Athens mayor seeks delay in settlement of refugees

Mayor Nancy Denson is seeking to put the brakes on plans to resettle 150 refugees in Athens-Clarke County in the coming months, according to records obtained by The Atlanta Journal-Constitution.

In a letter to Georgia officials this week, the Democratic mayor complained that the International Rescue Committee did not reach out to enough people in her community early enough about its plans. She also raised concerns that the refugees could strain public resources in Athens-Clarke County, which is home to about 120,000 residents.

The IRC has proposed resettling refugees from the Democratic Republic of Congo, Iraq, Myanmar and Syria in the region. Denson said she wants the IRC to delay its efforts and to “present a formal refugee integration plan” to local elected officials and others.

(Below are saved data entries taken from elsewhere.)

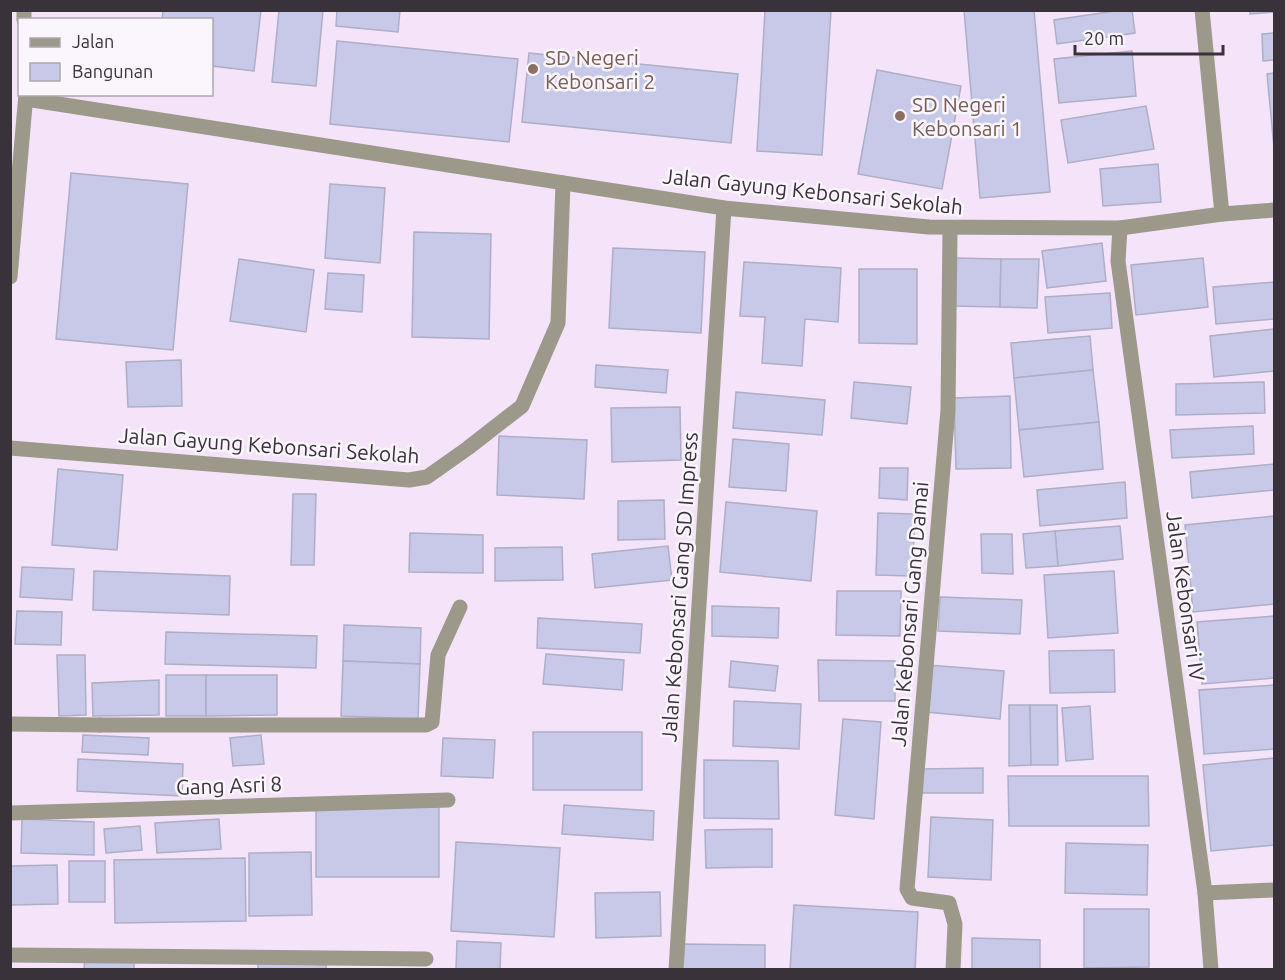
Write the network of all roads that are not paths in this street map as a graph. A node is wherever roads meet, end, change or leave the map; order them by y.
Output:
1 (1202, 10) edge
2 (26, 97) edge
3 (563, 183) junction
4 (724, 208) junction
5 (1275, 210) edge
6 (1222, 214) junction
7 (950, 228) junction
8 (1120, 228) junction
9 (10, 277) edge
10 (10, 448) edge
11 (460, 607) dead end
12 (10, 724) edge
13 (448, 800) dead end
14 (10, 813) edge
15 (1275, 890) edge
16 (1205, 893) junction
17 (10, 955) edge
18 (426, 959) dead end
19 (676, 969) edge
20 (953, 969) edge
21 (1211, 969) edge

1 - 6 street
2 - 3 street, Jalan Gayung Kebonsari Sekolah
2 - 9 street
3 - 4 street, Jalan Gayung Kebonsari Sekolah
3 - 10 street, Jalan Gayung Kebonsari Sekolah
4 - 7 street, Jalan Gayung Kebonsari Sekolah
4 - 19 street, Jalan Kebonsari Gang SD Impress
5 - 6 street, Jalan Gayung Kebonsari Sekolah
6 - 8 street, Jalan Gayung Kebonsari Sekolah
7 - 8 street, Jalan Gayung Kebonsari Sekolah
7 - 20 street, Jalan Kebonsari Gang Damai
8 - 16 street, Jalan Kebonsari IV
11 - 12 street
13 - 14 street, Gang Asri 8
15 - 16 street
16 - 21 street, Jalan Kebonsari IV
17 - 18 street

“Serving refugees will add a burden to local charitable and other public resources, including safety net services,” Denson wrote Monday to Michael Singleton, Georgia’s state refugee coordinator. “Refugee students may also place an inordinate service burden on the school district due to limited English proficiency by the students and their parents.”

A spokeswoman for Georgia’s Human Services Department said Wednesday that the state agency is working on a response to the mayor’s letter.

J.D. McCrary, the executive director of the IRC in Atlanta, said in an email Wednesday that his organization “has been actively engaging in public outreach in the Athens-Clarke County area.”

“Several meeting requests were made to Mayor Denson’s office over the past ten months,” McCrary wrote, “but it was not until July of this year that her office agreed to meet.”

McCrary said in the email that “hundreds of refugees” already live in the area and that Clarke County’s school system “provides an exceptional education to students who speak over 40 different languages.”

“The refugees to be resettled in the district speak languages the district is already serving,” McCrary said, and the IRC has consulted with the school system’s superintendent “to ensure the enrollment process and ongoing educational needs of the students are met.”

The number of refugees coming to Georgia has been a source of controversy in recent years. Following requests from Gov. Nathan Deal’s administration for sharp cuts, the federal government has placed new limits on the number of refugees being resettled in Georgia. State officials started asking for reductions in 2012, citing worries that refugees are straining taxpayer-funded resources, including public schools.

Alarmed by the state’s position, resettlement agencies have been highlighting the economic benefits refugees bring. The agencies say refugees create a net gain for the state by working and paying taxes and attracting millions of dollars in federal aid to Georgia. Many have created businesses in the Atlanta area. Further, 80 percent of refugee households in Georgia begin working and paying their own expenses within six months of arrival, the highest self-sufficiency rate in the nation, according to the Coalition of Refugee Service Agencies.